Stored data entries
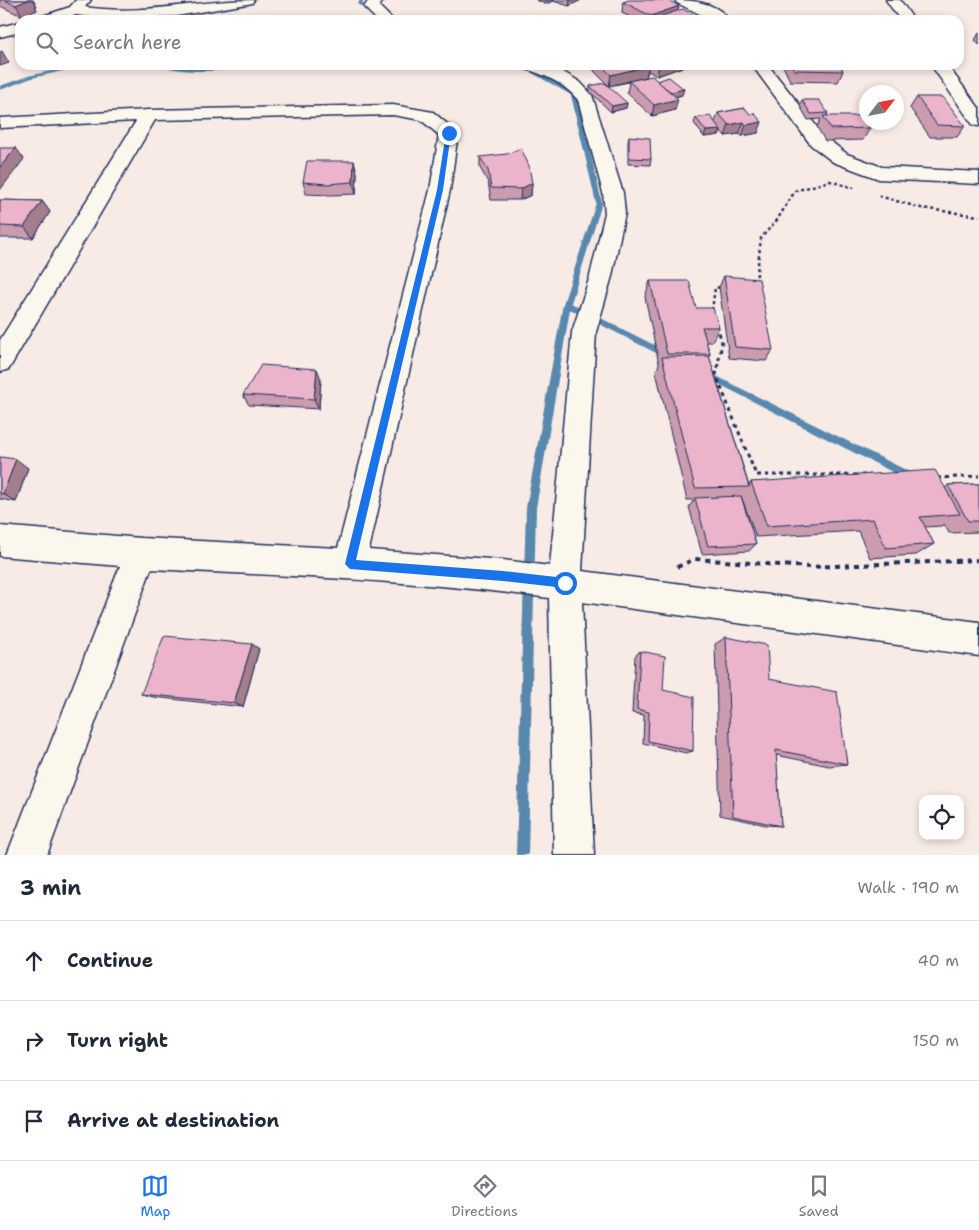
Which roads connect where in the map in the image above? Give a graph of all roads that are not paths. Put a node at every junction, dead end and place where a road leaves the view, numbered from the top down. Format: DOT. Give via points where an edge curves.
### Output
graph roads {
  1 [pos="247,0"];
  2 [pos="377,0"];
  3 [pos="682,0"];
  4 [pos="893,0"];
  5 [pos="80,5"];
  6 [pos="57,15"];
  7 [pos="379,15"];
  8 [pos="713,15"];
  9 [pos="904,15"];
  10 [pos="15,28"];
  11 [pos="0,32"];
  12 [pos="544,70"];
  13 [pos="764,70"];
  14 [pos="943,70"];
  15 [pos="149,115"];
  16 [pos="979,120"];
  17 [pos="0,122"];
  18 [pos="979,178"];
  19 [pos="0,362"];
  20 [pos="0,541"];
  21 [pos="140,553"];
  22 [pos="350,564"];
  23 [pos="555,582"];
  24 [pos="979,639"];
  25 [pos="26,855"];
  26 [pos="574,855"];
  1 -- 5 [label="main road" via="177,12 106,15"];
  2 -- 7 [label="main road" via="372,10"];
  3 -- 8 [label="main road"];
  4 -- 9 [label="main road"];
  5 -- 6 [label="main road"];
  10 -- 11 [label="main road"];
  12 -- 23 [label="main road" via="567,78 586,99 613,193 615,213 584,332"];
  13 -- 18 [label="main road" via="818,141 840,158 879,173"];
  14 -- 16 [label="main road"];
  15 -- 17 [label="main road"];
  15 -- 19 [label="main road"];
  15 -- 22 [label="main road" via="393,110 427,116 449,133 440,190"];
  20 -- 21 [label="main road"];
  21 -- 22 [label="main road"];
  21 -- 25 [label="main road"];
  22 -- 23 [label="main road"];
  23 -- 24 [label="main road"];
  23 -- 26 [label="main road"];
}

# Exercise description:
From the first line to the last, repeat the records exactly, leaving out the pictures.

# Output of the exercise:
Which roads connect where in the map in the image above? Give a graph of all roads that are not paths. Put a node at every junction, dead end and place where a road leaves the view, numbered from the top down. Format: DOT. Give via points where an edge curves.
### Output
graph roads {
  1 [pos="247,0"];
  2 [pos="377,0"];
  3 [pos="682,0"];
  4 [pos="893,0"];
  5 [pos="80,5"];
  6 [pos="57,15"];
  7 [pos="379,15"];
  8 [pos="713,15"];
  9 [pos="904,15"];
  10 [pos="15,28"];
  11 [pos="0,32"];
  12 [pos="544,70"];
  13 [pos="764,70"];
  14 [pos="943,70"];
  15 [pos="149,115"];
  16 [pos="979,120"];
  17 [pos="0,122"];
  18 [pos="979,178"];
  19 [pos="0,362"];
  20 [pos="0,541"];
  21 [pos="140,553"];
  22 [pos="350,564"];
  23 [pos="555,582"];
  24 [pos="979,639"];
  25 [pos="26,855"];
  26 [pos="574,855"];
  1 -- 5 [label="main road" via="177,12 106,15"];
  2 -- 7 [label="main road" via="372,10"];
  3 -- 8 [label="main road"];
  4 -- 9 [label="main road"];
  5 -- 6 [label="main road"];
  10 -- 11 [label="main road"];
  12 -- 23 [label="main road" via="567,78 586,99 613,193 615,213 584,332"];
  13 -- 18 [label="main road" via="818,141 840,158 879,173"];
  14 -- 16 [label="main road"];
  15 -- 17 [label="main road"];
  15 -- 19 [label="main road"];
  15 -- 22 [label="main road" via="393,110 427,116 449,133 440,190"];
  20 -- 21 [label="main road"];
  21 -- 22 [label="main road"];
  21 -- 25 [label="main road"];
  22 -- 23 [label="main road"];
  23 -- 24 [label="main road"];
  23 -- 26 [label="main road"];
}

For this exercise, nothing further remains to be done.